═════ Data records

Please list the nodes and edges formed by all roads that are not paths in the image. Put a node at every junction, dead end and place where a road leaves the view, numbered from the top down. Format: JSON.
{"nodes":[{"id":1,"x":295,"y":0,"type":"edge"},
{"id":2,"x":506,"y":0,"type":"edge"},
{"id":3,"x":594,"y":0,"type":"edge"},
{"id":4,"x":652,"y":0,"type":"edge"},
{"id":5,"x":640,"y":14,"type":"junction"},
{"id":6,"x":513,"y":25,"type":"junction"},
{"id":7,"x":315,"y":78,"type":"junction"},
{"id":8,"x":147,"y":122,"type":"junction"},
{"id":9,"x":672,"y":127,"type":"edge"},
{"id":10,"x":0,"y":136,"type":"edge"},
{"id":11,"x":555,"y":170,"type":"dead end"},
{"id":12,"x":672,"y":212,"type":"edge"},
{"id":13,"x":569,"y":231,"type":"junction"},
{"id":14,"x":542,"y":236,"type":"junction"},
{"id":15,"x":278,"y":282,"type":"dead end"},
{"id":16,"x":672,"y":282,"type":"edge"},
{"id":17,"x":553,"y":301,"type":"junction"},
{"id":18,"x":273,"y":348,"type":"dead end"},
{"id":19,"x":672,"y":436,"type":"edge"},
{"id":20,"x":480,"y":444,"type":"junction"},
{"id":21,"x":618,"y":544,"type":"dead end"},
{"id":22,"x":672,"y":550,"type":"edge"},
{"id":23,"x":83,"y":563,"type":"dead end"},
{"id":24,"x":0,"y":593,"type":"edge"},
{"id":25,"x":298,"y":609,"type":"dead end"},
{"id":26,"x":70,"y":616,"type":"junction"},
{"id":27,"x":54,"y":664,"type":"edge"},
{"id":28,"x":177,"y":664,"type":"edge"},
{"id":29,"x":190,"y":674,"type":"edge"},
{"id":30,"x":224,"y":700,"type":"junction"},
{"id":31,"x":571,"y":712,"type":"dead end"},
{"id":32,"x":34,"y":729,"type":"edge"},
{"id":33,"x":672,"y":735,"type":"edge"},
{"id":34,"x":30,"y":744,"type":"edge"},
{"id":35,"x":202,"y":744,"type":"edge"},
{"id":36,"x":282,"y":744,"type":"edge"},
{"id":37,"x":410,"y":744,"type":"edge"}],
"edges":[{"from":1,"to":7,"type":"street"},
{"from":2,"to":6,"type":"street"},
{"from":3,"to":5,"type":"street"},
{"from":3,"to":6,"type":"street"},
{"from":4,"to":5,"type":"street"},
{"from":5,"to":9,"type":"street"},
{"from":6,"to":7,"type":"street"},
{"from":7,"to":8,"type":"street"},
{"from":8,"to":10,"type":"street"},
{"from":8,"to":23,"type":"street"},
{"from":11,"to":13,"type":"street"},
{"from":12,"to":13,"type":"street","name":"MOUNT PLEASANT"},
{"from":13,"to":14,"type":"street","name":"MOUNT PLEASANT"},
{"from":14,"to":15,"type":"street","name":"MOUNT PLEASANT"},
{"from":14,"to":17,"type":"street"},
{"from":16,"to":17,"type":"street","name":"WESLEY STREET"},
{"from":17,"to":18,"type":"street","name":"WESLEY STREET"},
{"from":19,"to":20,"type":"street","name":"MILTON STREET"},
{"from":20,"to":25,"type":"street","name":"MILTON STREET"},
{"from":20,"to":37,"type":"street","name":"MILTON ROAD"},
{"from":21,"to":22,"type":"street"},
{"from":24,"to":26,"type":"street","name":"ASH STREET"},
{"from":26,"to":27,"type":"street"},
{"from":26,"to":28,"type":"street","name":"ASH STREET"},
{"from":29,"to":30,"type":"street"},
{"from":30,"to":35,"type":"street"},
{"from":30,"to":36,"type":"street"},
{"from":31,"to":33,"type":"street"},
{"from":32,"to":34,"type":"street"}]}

══════════

**What is expected:** Output all of the records, keeping every word exact.

**Task response:**
Please list the nodes and edges formed by all roads that are not paths in the image. Put a node at every junction, dead end and place where a road leaves the view, numbered from the top down. Format: JSON.
{"nodes":[{"id":1,"x":295,"y":0,"type":"edge"},
{"id":2,"x":506,"y":0,"type":"edge"},
{"id":3,"x":594,"y":0,"type":"edge"},
{"id":4,"x":652,"y":0,"type":"edge"},
{"id":5,"x":640,"y":14,"type":"junction"},
{"id":6,"x":513,"y":25,"type":"junction"},
{"id":7,"x":315,"y":78,"type":"junction"},
{"id":8,"x":147,"y":122,"type":"junction"},
{"id":9,"x":672,"y":127,"type":"edge"},
{"id":10,"x":0,"y":136,"type":"edge"},
{"id":11,"x":555,"y":170,"type":"dead end"},
{"id":12,"x":672,"y":212,"type":"edge"},
{"id":13,"x":569,"y":231,"type":"junction"},
{"id":14,"x":542,"y":236,"type":"junction"},
{"id":15,"x":278,"y":282,"type":"dead end"},
{"id":16,"x":672,"y":282,"type":"edge"},
{"id":17,"x":553,"y":301,"type":"junction"},
{"id":18,"x":273,"y":348,"type":"dead end"},
{"id":19,"x":672,"y":436,"type":"edge"},
{"id":20,"x":480,"y":444,"type":"junction"},
{"id":21,"x":618,"y":544,"type":"dead end"},
{"id":22,"x":672,"y":550,"type":"edge"},
{"id":23,"x":83,"y":563,"type":"dead end"},
{"id":24,"x":0,"y":593,"type":"edge"},
{"id":25,"x":298,"y":609,"type":"dead end"},
{"id":26,"x":70,"y":616,"type":"junction"},
{"id":27,"x":54,"y":664,"type":"edge"},
{"id":28,"x":177,"y":664,"type":"edge"},
{"id":29,"x":190,"y":674,"type":"edge"},
{"id":30,"x":224,"y":700,"type":"junction"},
{"id":31,"x":571,"y":712,"type":"dead end"},
{"id":32,"x":34,"y":729,"type":"edge"},
{"id":33,"x":672,"y":735,"type":"edge"},
{"id":34,"x":30,"y":744,"type":"edge"},
{"id":35,"x":202,"y":744,"type":"edge"},
{"id":36,"x":282,"y":744,"type":"edge"},
{"id":37,"x":410,"y":744,"type":"edge"}],
"edges":[{"from":1,"to":7,"type":"street"},
{"from":2,"to":6,"type":"street"},
{"from":3,"to":5,"type":"street"},
{"from":3,"to":6,"type":"street"},
{"from":4,"to":5,"type":"street"},
{"from":5,"to":9,"type":"street"},
{"from":6,"to":7,"type":"street"},
{"from":7,"to":8,"type":"street"},
{"from":8,"to":10,"type":"street"},
{"from":8,"to":23,"type":"street"},
{"from":11,"to":13,"type":"street"},
{"from":12,"to":13,"type":"street","name":"MOUNT PLEASANT"},
{"from":13,"to":14,"type":"street","name":"MOUNT PLEASANT"},
{"from":14,"to":15,"type":"street","name":"MOUNT PLEASANT"},
{"from":14,"to":17,"type":"street"},
{"from":16,"to":17,"type":"street","name":"WESLEY STREET"},
{"from":17,"to":18,"type":"street","name":"WESLEY STREET"},
{"from":19,"to":20,"type":"street","name":"MILTON STREET"},
{"from":20,"to":25,"type":"street","name":"MILTON STREET"},
{"from":20,"to":37,"type":"street","name":"MILTON ROAD"},
{"from":21,"to":22,"type":"street"},
{"from":24,"to":26,"type":"street","name":"ASH STREET"},
{"from":26,"to":27,"type":"street"},
{"from":26,"to":28,"type":"street","name":"ASH STREET"},
{"from":29,"to":30,"type":"street"},
{"from":30,"to":35,"type":"street"},
{"from":30,"to":36,"type":"street"},
{"from":31,"to":33,"type":"street"},
{"from":32,"to":34,"type":"street"}]}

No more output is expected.